# Ordre des fils dans un câble Ethernet



## Carnea (17 Août 2003)

Hello !

J'ai trouvé sur le net les instructions suivantes concernant l'ordre des fils dans la prise d'un câble Ethernet :
1 blanc/orange
2 orange
3 blanc/vert
4 bleu
5 blanc/bleu
6 vert
7 blanc marron
8 maron

Notre réseau ne fonctione pas bien : il est comme bloqué par instant, alors qu'il n'y a que très peu de traffic et que nous avons des switchs et non des hubs. En débranchant et rebranchant la prise incriminée, les choses rentrent en général dans l'ordre.

En y regardant de plus près, je constate que certaines prises ne sont pas montées comme ci-dessus mais comme ça : brun-blanc, brun, bleu, bleu-blanc, orange, vert, vert-blanc, organe-blanc.

L'ordre des fils a-t-il vraiment de l'importance ? A ce moment-là, pourquoi le réseau ne se bloque-t-il QUE de temps à autres sur les calbes incorrects ?

Merci pour votre aide.

Thierry


----------



## albin (17 Août 2003)

Dans les cable réseau il faut que le 1 alle au 1 et iainsi dessuite peu étre tu as un cable croisé donc tu doit avoir la paire 1,2 et 3,6 inversé.
ou sinon ton cable est d'effectueux donc ou il faut le refaire ou en acheter un nouveau si tu peux tente de le changer au cas ou.

a+


----------



## melaure (17 Août 2003)

Ou achêtes-tu tes câbles ?


----------



## Carnea (17 Août 2003)

Je viens de relire cette page :

http://macfr.com/techmac/article.php?art=125

Il semble que ça puisse fonctionner si on se contente de mettre les fils dans n'importe quel ordre (mais évidemment identique sur les deux prises).

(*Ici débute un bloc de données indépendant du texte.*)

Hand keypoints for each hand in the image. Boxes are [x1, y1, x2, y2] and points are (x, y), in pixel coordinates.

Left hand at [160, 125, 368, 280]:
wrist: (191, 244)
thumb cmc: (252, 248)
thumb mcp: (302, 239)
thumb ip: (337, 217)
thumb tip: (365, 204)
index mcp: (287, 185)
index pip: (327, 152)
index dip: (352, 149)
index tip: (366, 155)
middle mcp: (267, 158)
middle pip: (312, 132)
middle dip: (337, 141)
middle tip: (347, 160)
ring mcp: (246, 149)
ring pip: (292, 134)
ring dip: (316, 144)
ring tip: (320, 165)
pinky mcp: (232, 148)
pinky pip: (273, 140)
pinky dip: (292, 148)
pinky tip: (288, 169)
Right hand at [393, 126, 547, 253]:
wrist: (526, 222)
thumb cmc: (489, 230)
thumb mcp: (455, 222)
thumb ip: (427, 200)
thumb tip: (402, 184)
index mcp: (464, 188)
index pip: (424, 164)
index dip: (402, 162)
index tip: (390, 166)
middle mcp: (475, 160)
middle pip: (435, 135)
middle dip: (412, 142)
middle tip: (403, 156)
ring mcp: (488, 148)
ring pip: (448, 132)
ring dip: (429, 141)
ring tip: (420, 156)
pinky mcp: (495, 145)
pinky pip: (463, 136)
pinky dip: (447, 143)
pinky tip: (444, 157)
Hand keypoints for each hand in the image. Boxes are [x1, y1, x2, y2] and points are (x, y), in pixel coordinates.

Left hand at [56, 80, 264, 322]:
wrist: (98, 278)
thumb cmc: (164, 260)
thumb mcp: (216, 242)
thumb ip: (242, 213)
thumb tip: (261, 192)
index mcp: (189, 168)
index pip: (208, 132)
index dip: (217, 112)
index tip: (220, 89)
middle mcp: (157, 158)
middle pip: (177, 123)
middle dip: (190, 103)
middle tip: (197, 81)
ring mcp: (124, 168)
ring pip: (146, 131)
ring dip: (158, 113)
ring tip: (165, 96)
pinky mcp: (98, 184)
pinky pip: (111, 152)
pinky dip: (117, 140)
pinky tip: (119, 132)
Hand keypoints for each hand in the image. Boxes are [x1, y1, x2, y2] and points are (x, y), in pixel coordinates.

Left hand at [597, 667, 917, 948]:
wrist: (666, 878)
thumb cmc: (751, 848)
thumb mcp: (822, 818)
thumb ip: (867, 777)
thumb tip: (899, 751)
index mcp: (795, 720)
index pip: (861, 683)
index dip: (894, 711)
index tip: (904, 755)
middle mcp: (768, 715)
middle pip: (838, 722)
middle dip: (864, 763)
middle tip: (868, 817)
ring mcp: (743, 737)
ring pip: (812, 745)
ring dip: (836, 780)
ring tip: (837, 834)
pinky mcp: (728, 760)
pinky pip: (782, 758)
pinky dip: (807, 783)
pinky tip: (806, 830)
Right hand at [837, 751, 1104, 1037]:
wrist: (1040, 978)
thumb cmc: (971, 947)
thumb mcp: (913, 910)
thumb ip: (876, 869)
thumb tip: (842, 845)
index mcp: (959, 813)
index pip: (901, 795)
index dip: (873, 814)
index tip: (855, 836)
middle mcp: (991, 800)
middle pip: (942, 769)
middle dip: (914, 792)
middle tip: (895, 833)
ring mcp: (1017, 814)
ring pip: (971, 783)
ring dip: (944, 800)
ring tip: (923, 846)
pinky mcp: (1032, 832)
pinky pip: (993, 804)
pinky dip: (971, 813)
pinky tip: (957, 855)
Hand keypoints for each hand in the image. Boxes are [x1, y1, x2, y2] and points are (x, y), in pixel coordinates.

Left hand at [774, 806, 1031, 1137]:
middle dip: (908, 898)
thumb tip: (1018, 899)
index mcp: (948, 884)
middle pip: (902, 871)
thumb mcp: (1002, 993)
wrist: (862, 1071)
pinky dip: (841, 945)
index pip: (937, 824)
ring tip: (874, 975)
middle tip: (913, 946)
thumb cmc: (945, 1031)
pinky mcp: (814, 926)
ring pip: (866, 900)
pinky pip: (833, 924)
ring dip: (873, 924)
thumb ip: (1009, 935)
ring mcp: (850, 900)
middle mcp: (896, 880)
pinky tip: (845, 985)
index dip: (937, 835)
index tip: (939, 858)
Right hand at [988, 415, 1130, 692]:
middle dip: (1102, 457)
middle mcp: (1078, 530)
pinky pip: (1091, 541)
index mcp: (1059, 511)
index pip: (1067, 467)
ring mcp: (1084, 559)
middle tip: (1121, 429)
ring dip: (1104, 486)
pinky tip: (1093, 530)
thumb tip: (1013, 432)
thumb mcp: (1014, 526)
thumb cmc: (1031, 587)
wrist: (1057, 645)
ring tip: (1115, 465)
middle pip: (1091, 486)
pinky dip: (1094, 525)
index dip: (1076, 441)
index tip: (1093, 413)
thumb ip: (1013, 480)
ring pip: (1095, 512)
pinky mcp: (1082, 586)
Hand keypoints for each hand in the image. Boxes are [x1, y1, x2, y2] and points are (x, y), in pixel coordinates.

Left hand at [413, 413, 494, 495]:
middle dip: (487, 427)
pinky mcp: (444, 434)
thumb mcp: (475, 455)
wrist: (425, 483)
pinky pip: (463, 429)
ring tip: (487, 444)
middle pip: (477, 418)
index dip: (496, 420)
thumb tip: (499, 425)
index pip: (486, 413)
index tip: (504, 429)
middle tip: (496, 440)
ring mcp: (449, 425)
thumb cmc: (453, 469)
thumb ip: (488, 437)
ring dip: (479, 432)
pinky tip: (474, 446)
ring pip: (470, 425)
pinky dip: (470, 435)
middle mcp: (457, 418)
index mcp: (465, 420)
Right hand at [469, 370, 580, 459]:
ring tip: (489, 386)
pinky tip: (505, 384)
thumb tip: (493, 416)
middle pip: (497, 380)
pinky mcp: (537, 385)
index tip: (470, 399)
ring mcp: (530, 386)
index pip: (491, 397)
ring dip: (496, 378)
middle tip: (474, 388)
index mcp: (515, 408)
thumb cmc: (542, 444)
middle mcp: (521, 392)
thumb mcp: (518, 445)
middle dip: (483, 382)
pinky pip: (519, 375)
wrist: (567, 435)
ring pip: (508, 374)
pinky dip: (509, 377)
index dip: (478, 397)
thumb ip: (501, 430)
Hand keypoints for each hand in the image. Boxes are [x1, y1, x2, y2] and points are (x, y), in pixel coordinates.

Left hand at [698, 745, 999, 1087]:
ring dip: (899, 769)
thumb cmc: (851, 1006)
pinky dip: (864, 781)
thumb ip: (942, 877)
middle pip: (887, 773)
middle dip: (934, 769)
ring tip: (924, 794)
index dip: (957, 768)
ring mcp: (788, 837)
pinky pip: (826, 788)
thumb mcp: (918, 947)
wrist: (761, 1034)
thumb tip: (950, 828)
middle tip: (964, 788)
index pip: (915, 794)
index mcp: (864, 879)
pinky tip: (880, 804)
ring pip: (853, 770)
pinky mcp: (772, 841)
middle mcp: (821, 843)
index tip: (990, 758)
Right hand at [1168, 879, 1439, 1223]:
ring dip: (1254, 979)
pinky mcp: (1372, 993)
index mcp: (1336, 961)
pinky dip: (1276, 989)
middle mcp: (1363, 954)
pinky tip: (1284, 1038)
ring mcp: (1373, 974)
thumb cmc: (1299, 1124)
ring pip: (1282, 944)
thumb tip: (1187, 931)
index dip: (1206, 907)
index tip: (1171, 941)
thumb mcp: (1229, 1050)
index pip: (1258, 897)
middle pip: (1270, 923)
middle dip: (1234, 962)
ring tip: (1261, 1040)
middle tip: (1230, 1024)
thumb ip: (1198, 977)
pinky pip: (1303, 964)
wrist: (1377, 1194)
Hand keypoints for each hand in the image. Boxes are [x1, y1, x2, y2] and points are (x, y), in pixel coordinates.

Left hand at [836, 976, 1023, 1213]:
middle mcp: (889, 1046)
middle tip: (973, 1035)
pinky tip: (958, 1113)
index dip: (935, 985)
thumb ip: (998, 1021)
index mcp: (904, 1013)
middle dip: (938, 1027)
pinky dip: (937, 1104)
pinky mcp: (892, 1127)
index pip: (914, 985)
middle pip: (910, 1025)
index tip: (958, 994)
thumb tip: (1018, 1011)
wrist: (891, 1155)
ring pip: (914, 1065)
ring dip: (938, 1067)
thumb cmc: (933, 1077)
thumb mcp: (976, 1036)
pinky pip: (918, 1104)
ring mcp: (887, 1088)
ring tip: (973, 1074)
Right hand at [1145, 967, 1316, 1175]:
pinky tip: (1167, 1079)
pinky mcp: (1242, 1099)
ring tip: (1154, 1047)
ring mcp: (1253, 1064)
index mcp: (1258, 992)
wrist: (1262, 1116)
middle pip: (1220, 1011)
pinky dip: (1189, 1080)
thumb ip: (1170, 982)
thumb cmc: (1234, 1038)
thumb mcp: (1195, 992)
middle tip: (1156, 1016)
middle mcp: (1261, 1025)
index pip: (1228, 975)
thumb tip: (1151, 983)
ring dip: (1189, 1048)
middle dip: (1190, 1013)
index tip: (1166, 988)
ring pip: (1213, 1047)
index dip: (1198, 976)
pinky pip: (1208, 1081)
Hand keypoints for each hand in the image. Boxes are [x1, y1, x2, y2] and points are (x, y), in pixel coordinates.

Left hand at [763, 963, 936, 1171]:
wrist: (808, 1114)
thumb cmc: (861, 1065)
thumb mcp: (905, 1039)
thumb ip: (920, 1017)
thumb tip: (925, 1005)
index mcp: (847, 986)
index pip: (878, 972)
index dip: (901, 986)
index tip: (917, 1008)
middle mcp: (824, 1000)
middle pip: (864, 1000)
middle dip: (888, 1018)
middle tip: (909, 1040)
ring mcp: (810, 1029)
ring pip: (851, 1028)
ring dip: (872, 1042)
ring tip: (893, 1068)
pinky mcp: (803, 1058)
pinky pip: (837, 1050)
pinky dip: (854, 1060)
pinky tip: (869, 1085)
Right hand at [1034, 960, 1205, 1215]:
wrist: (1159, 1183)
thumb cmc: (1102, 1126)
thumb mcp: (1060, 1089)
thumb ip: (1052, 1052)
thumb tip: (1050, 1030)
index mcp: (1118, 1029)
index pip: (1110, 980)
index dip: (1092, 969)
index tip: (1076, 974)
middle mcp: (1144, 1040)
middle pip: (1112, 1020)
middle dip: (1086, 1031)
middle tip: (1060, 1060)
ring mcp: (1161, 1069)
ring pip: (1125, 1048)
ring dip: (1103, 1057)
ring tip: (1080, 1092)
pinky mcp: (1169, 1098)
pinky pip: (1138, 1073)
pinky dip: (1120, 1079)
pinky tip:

Par contre il semble aussi que, si le câble est long, le fait de ne pas respecter l'ordre proposé puisse causer le genre de problèmes que nous rencontrons !

Thierry.


----------



## albin (17 Août 2003)

c'est juste que si le cable et long et que tu le fabrique d'in coté puis de l'autre il faut avoir le même ordre des deux coté il faut juste respecte les même ordre peux importe les couleurs pourvu quel soit dans le même ordres.
sinon ton cable ne fais pas plus de 200 métre ??
car si oui il est trop long.
a+


----------



## melaure (17 Août 2003)

Carnea a dit:
			
		

> Je viens de relire cette page :
> 
> http://macfr.com/techmac/article.php?art=125
> 
> ...



L'ordre des couleurs ? hahaha. Ca n'a vraiment pas d'importance si c'est bien le même des deux cotés. Ce qui compte c'est la connexion électrique, pas la couleur du brin ... C'est utile seulement pour les câbles croisés, pour identifier correctement les brins croisés.

Maintenant il faudrait aussi voir ce que tu utilises comme câble et surtout quelle catégorie tu as choisi. Et si tu n'es pas à l'aise pour fabriquer tes câbles, achête les tout fait dans une boite comme Komelec qui te propose de la très bonne qualité.


----------



## Carnea (18 Août 2003)

Merci pour vos remarques.

Je lis  ici  que le câble ne doit pas être inférieur à 3 m. Cela est sûrement un peu exagéré, car on trouve dans le commerce des câble plus courts. Cependant j'ai, dans mon réseau, des câbles très courts (40 cm entre le switch et le routeur p. ex).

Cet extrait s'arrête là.